Loss for an example is just the negative of the log-probability that the model assigned to the true class?

The goal of this blurb is to understand why many cross-entropy implementations compute the loss for an example as simply the negative of the log-probability that the model assigned to the true class.

The simplification from one-hot encoding

We start from the cross-entropy equation previously studied in this blurb: $$H(P, Q) = -\sum_i P_i \log Q_i$$ where $P$ is the true distribution and $Q$ is the model's predicted distribution.

Expanding this for a 3-class example, we get: $$H(P, Q) = -\left( P_0 \log Q_0 + P_1 \log Q_1 + P_2 \log Q_2 \right)$$ Now, many true distributions that we study come in the form of a one-hot encoded vector, which is also the case for language modeling. If class 2 is the correct class, then $P = [0, 0, 1]$. Therefore, all terms where $P_i = 0$ vanish: $$H(P, Q) = -\left( 0 \cdot \log Q_0 + 0 \cdot \log Q_1 + 1 \cdot \log Q_2 \right) = -\log Q_2$$ We are left with just the negative log-probability of the true class.

In practice with neural networks

In practice, given a neural network that classifies between $K$ classes, the final layer outputs $K$ logits which don't sum to 1. We force the neural network to model a probability distribution by applying softmax, then computing the loss and backpropagating. Softmax converts logits to probabilities: $$\text{softmax}(z)_i = \frac{e^{z_i}}{\sum_j e^{z_j}}$$ Throughout this blurb, we assume logits have shape (batch_size, seq_len, num_classes) for language modeling, where the last dimension is always the class dimension.

def softmax(logits):
    exp_logits = torch.exp(logits)
    return exp_logits / exp_logits.sum(dim=-1, keepdim=True)

This converts logits into a valid probability distribution that sums to 1.

PyTorch in practice has log_softmax, which is equivalent to doing log(softmax(...)) but in a numerically stable manner. A simple implementation subtracts the max before exponentiating:

def log_softmax(logits):
    logits_stable = logits - logits.max(dim=-1, keepdim=True).values
    return logits_stable - torch.log(torch.exp(logits_stable).sum(dim=-1, keepdim=True))

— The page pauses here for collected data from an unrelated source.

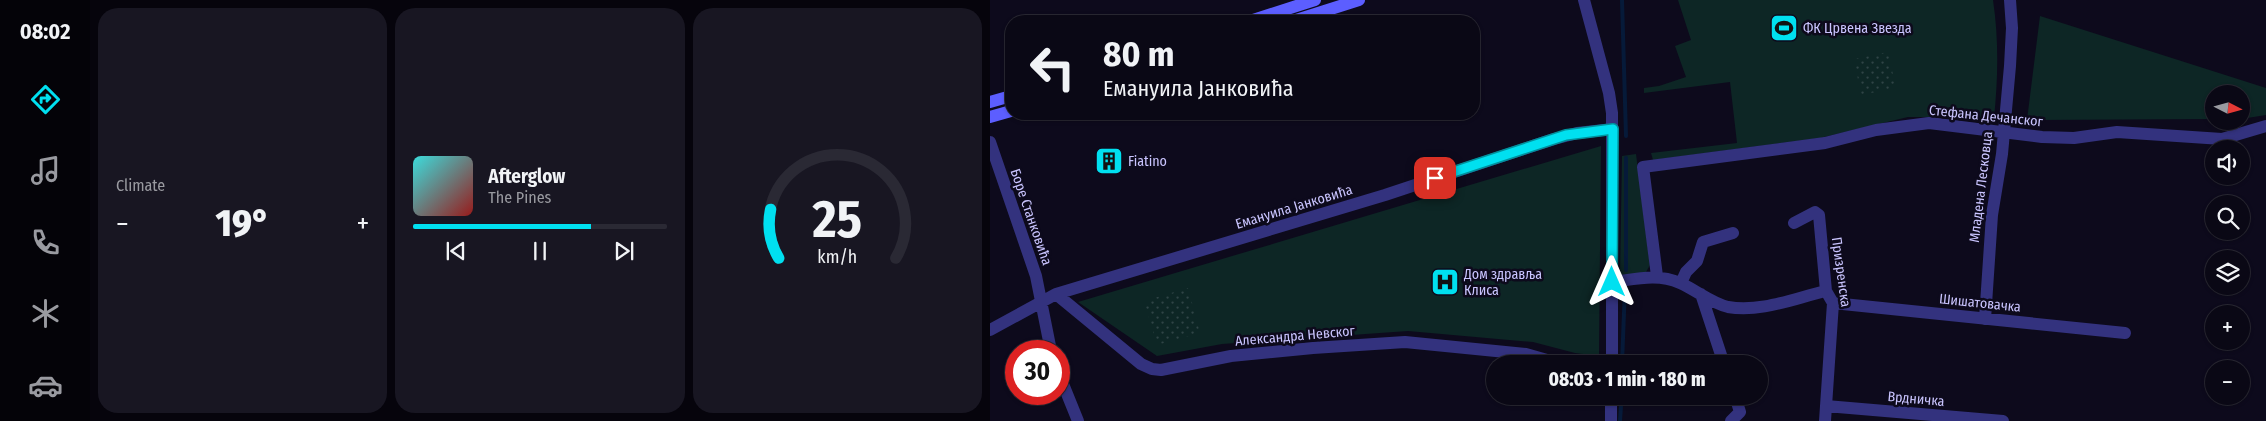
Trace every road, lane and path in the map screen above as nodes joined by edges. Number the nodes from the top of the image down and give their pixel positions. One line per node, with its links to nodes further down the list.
1 (1315, 0): 5 (main road)
2 (1359, 0): 6 (main road)
3 (1584, 0): 12 (street)
4 (2010, 0): 13 (street, Младена Лесковца)
5 (1269, 15)
6 (1312, 15)
7 (1005, 98): 8 (main road)
8 (990, 102)
9 (1005, 112): 10 (main road)
10 (990, 117)
11 (2266, 126): 13 (street, Стефана Дечанског)
12 (1613, 129): 18 (street); 21 (street, Емануила Јанковића)
13 (2004, 131): 17 (street, Стефана Дечанског); 25 (street, Младена Лесковца)
14 (990, 142): 23 (street, Боре Станковића)
15 (1794, 223): 20 (street, Призренска)
16 (1733, 233): 19 (street)
17 (1657, 276): 18 (street); 19 (street)
18 (1612, 282): 30 (street)
19 (1681, 283): 22 (street)
20 (1826, 291): 22 (street); 24 (street, Призренска)
21 (1056, 294): 23 (street, Емануила Јанковића); 29 (street, Александра Невског)
22 (1702, 294): 31 (street)
23 (1040, 302): 26 (street, Емануила Јанковића); 28 (street, Боре Станковића)
24 (1833, 304): 25 (street, Шишатовачка); 35 (street, Призренска)
25 (1985, 319): 27 (street, Шишатовачка)
26 (990, 330)
27 (2125, 333)
28 (1048, 340)
29 (1530, 355)
30 (1612, 355)
31 (1721, 355)
32 (1070, 401): 36 (street)
33 (1611, 405): 37 (street)
34 (1738, 405): 38 (street)
35 (1826, 406): 39 (street, Призренска); 40 (street, Врдничка)
36 (1078, 421)
37 (1611, 421)
38 (1731, 421)
39 (1825, 421)
40 (2004, 421)

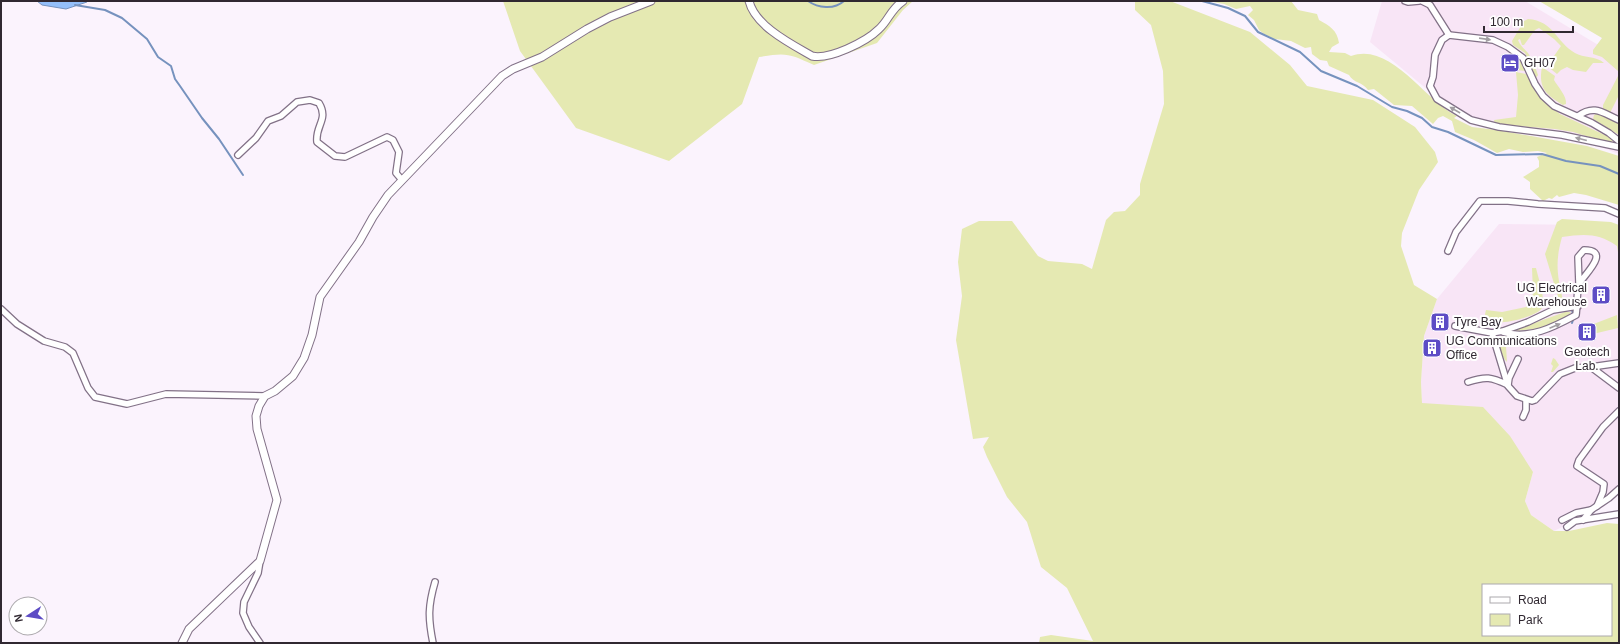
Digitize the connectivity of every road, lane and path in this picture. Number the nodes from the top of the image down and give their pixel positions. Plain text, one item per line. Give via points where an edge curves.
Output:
1 (651, 1) edge
2 (749, 1) edge
3 (903, 1) edge
4 (1405, 1) edge
5 (1419, 1) edge
6 (1422, 1) edge
7 (1448, 35) junction
8 (1578, 116) junction
9 (1619, 120) edge
10 (1619, 141) edge
11 (1619, 147) edge
12 (238, 155) dead end
13 (402, 180) junction
14 (1619, 214) edge
15 (1448, 251) dead end
16 (1579, 284) junction
17 (1578, 306) junction
18 (1, 309) edge
19 (1455, 326) dead end
20 (1503, 332) junction
21 (1492, 333) junction
22 (1518, 360) dead end
23 (1619, 363) edge
24 (1591, 367) junction
25 (1468, 382) dead end
26 (1508, 385) junction
27 (1619, 388) edge
28 (265, 396) junction
29 (1526, 400) junction
30 (1619, 411) edge
31 (1523, 417) dead end
32 (1619, 489) edge
33 (1594, 508) junction
34 (1581, 512) junction
35 (1619, 514) edge
36 (1585, 517) junction
37 (1593, 518) junction
38 (1562, 520) dead end
39 (1567, 527) dead end
40 (260, 561) junction
41 (435, 582) dead end
42 (182, 643) edge
43 (260, 643) edge
44 (433, 643) edge

1 - 13 street via 599,23 542,57 502,76
2 - 3 street via 754,15 777,35 817,57 844,51 867,38 880,29 894,8
4 - 5 street
6 - 7 street via 1430,5
7 -> 8 street via 1493,40 1508,47 1523,58 1543,96 1554,106
11 -> 7 street via 1562,135 1499,127 1472,120 1443,103 1437,99 1430,86 1435,55 1442,40
8 - 9 street via 1585,111 1596,110
8 - 10 street
12 - 13 street via 256,138 268,121 281,116 297,102 310,100 319,103 323,110 323,119 316,136 317,142 335,156 345,157 387,137 394,140 399,152 396,173
13 - 28 street via 388,195 360,242 320,297 304,358 285,385
14 - 15 street via 1605,208 1480,201 1456,232
16 - 16 street via 1595,263 1595,254 1590,250 1584,250 1578,257
16 - 17 street
17 - 20 street via 1553,310
20 -> 17 street via 1524,334 1554,327 1576,316
18 - 28 street via 17,324 44,341 65,347 73,353 88,388 95,397 127,404 166,394
19 - 21 street
20 - 21 street
21 - 26 street
22 - 26 street
23 - 24 street
24 - 27 street
24 - 29 street via 1575,368 1560,374 1535,400
25 - 26 street via 1493,378
26 - 29 street via 1517,396
28 - 40 street via 256,416 257,429 277,500
29 - 31 street
30 - 33 street via 1604,427 1577,466 1604,484 1603,492
32 - 33 street
33 - 34 street
33 - 36 street
33 - 37 street via 1591,514
34 - 36 street
34 - 38 street
35 - 37 street
36 - 37 street
36 - 39 street
40 - 42 street via 189,629
40 - 43 street via 258,573 244,602 243,613
41 - 44 street via 428,615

Then following the equation we derived: $$\text{Loss} = -\log Q_{\text{true class}}$$ the loss for an example can be computed by taking the negative log-probability at the index of the true class:

def cross_entropy_loss(logits, true_labels):
    log_probs = log_softmax(logits)
    return -log_probs.gather(dim=-1, index=true_labels.unsqueeze(-1)).squeeze(-1)